**Instructions to follow**
Up to and including the line that contains "c.fillText('managing director, X-10", return every line from the start of the data, unchanged.

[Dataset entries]
◇ ◇ ◇ ◇ ◇
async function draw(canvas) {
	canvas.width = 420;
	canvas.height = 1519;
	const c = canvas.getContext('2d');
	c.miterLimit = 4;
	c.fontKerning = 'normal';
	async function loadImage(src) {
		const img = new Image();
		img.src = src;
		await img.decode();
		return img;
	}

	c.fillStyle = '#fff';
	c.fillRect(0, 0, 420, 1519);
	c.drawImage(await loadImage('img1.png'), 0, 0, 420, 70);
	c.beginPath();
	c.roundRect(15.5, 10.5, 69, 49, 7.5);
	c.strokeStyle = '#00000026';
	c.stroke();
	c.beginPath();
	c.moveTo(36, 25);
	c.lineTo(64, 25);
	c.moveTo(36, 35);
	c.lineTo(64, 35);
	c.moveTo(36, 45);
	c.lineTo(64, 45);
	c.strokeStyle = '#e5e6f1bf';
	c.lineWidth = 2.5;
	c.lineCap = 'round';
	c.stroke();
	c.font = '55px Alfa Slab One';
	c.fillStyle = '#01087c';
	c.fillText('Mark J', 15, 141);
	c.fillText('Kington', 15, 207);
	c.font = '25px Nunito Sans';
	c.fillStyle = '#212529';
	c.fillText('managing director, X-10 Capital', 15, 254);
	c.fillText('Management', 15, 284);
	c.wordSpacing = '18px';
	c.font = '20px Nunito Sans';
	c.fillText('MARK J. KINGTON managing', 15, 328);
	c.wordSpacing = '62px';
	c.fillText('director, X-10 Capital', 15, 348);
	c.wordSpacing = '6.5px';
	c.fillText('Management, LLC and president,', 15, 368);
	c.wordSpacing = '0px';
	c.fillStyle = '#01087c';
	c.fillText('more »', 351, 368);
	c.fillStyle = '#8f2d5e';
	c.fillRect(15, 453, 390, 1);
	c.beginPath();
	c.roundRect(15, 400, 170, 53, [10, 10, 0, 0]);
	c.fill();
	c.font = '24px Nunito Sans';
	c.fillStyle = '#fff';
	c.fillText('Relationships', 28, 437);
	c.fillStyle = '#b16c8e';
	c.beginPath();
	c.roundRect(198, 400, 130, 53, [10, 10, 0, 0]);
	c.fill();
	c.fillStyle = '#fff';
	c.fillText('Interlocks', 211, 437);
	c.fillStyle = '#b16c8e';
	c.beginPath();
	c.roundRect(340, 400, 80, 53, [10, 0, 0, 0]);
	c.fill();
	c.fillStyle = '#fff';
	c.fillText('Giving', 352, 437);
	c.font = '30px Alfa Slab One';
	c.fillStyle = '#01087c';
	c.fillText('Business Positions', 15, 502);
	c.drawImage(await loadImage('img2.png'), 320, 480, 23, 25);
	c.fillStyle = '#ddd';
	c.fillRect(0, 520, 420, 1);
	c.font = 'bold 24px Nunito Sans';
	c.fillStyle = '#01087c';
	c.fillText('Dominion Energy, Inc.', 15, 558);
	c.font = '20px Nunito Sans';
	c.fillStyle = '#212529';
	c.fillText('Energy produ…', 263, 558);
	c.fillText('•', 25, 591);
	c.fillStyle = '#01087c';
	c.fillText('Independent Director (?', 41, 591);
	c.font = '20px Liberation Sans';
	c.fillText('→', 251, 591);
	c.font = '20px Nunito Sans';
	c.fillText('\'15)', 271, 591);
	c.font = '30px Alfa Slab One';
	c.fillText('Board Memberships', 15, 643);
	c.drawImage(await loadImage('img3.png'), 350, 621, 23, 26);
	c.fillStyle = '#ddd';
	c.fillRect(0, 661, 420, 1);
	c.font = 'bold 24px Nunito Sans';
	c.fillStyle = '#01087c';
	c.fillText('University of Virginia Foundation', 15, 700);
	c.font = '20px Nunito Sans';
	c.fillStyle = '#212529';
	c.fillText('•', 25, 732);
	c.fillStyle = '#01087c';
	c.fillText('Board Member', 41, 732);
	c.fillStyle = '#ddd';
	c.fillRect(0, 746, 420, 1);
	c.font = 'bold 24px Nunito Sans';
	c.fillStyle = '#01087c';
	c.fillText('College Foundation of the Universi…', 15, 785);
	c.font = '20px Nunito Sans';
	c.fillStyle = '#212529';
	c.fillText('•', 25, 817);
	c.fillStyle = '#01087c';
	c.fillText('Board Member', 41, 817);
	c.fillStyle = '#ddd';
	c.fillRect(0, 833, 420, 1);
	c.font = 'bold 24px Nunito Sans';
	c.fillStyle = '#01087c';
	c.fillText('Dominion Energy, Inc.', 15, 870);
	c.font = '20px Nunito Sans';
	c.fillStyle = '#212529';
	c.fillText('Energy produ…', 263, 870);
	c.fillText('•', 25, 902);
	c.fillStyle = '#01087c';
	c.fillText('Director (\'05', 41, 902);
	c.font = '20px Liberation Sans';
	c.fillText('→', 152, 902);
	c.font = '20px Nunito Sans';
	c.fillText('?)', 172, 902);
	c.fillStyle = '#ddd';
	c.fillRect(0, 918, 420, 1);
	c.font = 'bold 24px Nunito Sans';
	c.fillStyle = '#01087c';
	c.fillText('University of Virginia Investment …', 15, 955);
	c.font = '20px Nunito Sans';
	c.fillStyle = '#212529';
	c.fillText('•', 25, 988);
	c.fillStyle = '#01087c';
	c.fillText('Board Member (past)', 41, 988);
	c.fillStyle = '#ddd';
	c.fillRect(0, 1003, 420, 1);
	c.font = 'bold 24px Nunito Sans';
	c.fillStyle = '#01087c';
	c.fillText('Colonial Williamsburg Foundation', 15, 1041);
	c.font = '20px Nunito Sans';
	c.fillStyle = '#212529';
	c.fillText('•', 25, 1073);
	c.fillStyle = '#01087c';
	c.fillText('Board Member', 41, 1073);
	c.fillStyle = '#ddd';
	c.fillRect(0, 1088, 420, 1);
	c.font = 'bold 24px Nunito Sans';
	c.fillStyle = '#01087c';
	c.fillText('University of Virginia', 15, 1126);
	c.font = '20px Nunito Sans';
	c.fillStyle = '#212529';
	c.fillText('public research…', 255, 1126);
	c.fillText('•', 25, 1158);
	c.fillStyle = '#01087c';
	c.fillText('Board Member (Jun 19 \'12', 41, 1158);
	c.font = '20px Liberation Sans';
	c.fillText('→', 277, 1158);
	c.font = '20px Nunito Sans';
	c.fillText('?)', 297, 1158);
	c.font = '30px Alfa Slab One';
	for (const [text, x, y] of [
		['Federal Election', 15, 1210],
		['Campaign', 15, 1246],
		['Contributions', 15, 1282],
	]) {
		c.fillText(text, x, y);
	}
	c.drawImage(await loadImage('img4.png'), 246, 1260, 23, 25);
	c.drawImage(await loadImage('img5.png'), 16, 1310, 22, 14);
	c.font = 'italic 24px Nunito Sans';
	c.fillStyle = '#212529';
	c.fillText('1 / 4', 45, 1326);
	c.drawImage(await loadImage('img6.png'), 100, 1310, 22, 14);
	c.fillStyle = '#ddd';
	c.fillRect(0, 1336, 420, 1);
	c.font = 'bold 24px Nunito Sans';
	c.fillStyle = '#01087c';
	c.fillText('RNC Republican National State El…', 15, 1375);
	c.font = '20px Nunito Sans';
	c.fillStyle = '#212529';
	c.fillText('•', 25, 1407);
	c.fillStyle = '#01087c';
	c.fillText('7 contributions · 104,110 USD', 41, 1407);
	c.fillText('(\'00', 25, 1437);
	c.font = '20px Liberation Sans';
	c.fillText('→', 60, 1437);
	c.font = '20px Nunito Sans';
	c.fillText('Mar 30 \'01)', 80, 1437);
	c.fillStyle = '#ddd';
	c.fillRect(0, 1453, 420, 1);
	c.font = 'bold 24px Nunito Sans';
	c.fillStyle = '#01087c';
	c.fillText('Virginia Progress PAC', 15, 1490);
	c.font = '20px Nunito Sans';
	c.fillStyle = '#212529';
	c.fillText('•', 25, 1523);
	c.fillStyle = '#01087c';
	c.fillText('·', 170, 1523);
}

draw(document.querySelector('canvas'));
◇ ◇ ◇ ◇ ◇
**Written solution**
async function draw(canvas) {
	canvas.width = 420;
	canvas.height = 1519;
	const c = canvas.getContext('2d');
	c.miterLimit = 4;
	c.fontKerning = 'normal';
	async function loadImage(src) {
		const img = new Image();
		img.src = src;
		await img.decode();
		return img;
	}

	c.fillStyle = '#fff';
	c.fillRect(0, 0, 420, 1519);
	c.drawImage(await loadImage('img1.png'), 0, 0, 420, 70);
	c.beginPath();
	c.roundRect(15.5, 10.5, 69, 49, 7.5);
	c.strokeStyle = '#00000026';
	c.stroke();
	c.beginPath();
	c.moveTo(36, 25);
	c.lineTo(64, 25);
	c.moveTo(36, 35);
	c.lineTo(64, 35);
	c.moveTo(36, 45);
	c.lineTo(64, 45);
	c.strokeStyle = '#e5e6f1bf';
	c.lineWidth = 2.5;
	c.lineCap = 'round';
	c.stroke();
	c.font = '55px Alfa Slab One';
	c.fillStyle = '#01087c';
	c.fillText('Mark J', 15, 141);
	c.fillText('Kington', 15, 207);
	c.font = '25px Nunito Sans';
	c.fillStyle = '#212529';
	c.fillText('managing director, X-10 Capital', 15, 254);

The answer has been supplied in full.